* **PROVIDED ENTRIES**
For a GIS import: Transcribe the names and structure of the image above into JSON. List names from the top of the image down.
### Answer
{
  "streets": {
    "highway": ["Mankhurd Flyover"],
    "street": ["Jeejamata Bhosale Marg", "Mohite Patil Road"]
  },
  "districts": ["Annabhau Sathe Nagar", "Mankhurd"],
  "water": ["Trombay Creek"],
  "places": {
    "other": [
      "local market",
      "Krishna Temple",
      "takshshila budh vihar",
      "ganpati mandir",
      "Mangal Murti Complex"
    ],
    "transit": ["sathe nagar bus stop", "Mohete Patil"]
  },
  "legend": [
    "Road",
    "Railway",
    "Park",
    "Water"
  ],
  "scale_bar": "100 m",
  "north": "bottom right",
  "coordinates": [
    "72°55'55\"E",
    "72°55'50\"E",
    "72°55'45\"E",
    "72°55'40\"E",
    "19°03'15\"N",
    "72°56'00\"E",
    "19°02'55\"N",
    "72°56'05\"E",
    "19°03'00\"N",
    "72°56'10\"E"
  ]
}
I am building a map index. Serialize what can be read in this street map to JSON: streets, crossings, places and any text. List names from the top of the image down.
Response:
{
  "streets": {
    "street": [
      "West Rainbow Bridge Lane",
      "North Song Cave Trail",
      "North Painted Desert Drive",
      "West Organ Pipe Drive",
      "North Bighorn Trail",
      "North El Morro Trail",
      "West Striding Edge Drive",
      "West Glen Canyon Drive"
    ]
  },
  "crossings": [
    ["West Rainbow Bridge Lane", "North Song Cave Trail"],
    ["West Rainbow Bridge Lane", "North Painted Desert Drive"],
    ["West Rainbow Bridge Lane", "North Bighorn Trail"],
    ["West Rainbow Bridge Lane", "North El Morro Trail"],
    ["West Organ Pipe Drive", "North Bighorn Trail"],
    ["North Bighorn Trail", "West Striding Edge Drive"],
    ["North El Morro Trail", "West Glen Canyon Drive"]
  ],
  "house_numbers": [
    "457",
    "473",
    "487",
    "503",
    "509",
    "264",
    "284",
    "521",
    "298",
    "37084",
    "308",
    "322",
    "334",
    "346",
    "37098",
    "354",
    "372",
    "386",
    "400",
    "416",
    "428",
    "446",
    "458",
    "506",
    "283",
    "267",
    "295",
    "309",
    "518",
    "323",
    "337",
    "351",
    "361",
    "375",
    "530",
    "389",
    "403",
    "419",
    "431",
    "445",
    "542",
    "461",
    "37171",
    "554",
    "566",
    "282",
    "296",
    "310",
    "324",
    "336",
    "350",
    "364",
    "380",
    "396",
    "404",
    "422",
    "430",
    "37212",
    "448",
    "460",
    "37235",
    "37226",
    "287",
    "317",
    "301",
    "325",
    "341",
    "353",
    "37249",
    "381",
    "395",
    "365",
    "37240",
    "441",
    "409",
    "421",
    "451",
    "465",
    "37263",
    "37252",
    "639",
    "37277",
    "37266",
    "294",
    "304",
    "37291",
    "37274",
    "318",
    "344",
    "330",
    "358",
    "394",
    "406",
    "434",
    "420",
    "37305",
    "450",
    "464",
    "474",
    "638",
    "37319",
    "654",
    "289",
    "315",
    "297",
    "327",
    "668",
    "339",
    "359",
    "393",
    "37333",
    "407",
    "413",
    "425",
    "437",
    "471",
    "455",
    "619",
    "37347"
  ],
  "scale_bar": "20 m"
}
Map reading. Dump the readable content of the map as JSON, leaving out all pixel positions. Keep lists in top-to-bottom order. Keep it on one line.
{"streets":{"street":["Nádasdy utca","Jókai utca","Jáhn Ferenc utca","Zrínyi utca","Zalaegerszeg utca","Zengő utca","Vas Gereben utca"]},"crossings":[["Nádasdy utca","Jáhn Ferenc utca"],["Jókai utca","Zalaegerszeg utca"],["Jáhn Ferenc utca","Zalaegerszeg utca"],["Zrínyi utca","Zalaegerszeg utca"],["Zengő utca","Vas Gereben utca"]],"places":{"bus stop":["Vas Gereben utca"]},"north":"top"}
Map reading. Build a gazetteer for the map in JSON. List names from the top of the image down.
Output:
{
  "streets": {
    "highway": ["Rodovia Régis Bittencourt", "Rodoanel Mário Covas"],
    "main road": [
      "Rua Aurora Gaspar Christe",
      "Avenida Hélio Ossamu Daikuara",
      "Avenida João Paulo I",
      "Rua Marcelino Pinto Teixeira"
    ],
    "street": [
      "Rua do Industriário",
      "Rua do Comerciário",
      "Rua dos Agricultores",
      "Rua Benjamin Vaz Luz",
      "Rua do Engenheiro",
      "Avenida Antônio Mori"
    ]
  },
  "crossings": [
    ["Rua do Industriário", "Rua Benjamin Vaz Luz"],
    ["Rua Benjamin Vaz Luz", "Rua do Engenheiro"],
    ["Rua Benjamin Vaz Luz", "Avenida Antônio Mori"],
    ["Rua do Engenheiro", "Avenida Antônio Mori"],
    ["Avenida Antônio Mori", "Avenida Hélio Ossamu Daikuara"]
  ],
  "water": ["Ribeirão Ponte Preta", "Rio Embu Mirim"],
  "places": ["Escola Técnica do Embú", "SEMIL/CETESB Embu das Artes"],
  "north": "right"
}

* **WHAT YOU NEED TO DO**
From the first line of the data through the line with "I am building", quote each line exactly and add nothing else.

* **RESPONSE BOX**
For a GIS import: Transcribe the names and structure of the image above into JSON. List names from the top of the image down.
### Answer
{
  "streets": {
    "highway": ["Mankhurd Flyover"],
    "street": ["Jeejamata Bhosale Marg", "Mohite Patil Road"]
  },
  "districts": ["Annabhau Sathe Nagar", "Mankhurd"],
  "water": ["Trombay Creek"],
  "places": {
    "other": [
      "local market",
      "Krishna Temple",
      "takshshila budh vihar",
      "ganpati mandir",
      "Mangal Murti Complex"
    ],
    "transit": ["sathe nagar bus stop", "Mohete Patil"]
  },
  "legend": [
    "Road",
    "Railway",
    "Park",
    "Water"
  ],
  "scale_bar": "100 m",
  "north": "bottom right",
  "coordinates": [
    "72°55'55\"E",
    "72°55'50\"E",
    "72°55'45\"E",
    "72°55'40\"E",
    "19°03'15\"N",
    "72°56'00\"E",
    "19°02'55\"N",
    "72°56'05\"E",
    "19°03'00\"N",
    "72°56'10\"E"
  ]
}
I am building a map index. Serialize what can be read in this street map to JSON: streets, crossings, places and any text. List names from the top of the image down.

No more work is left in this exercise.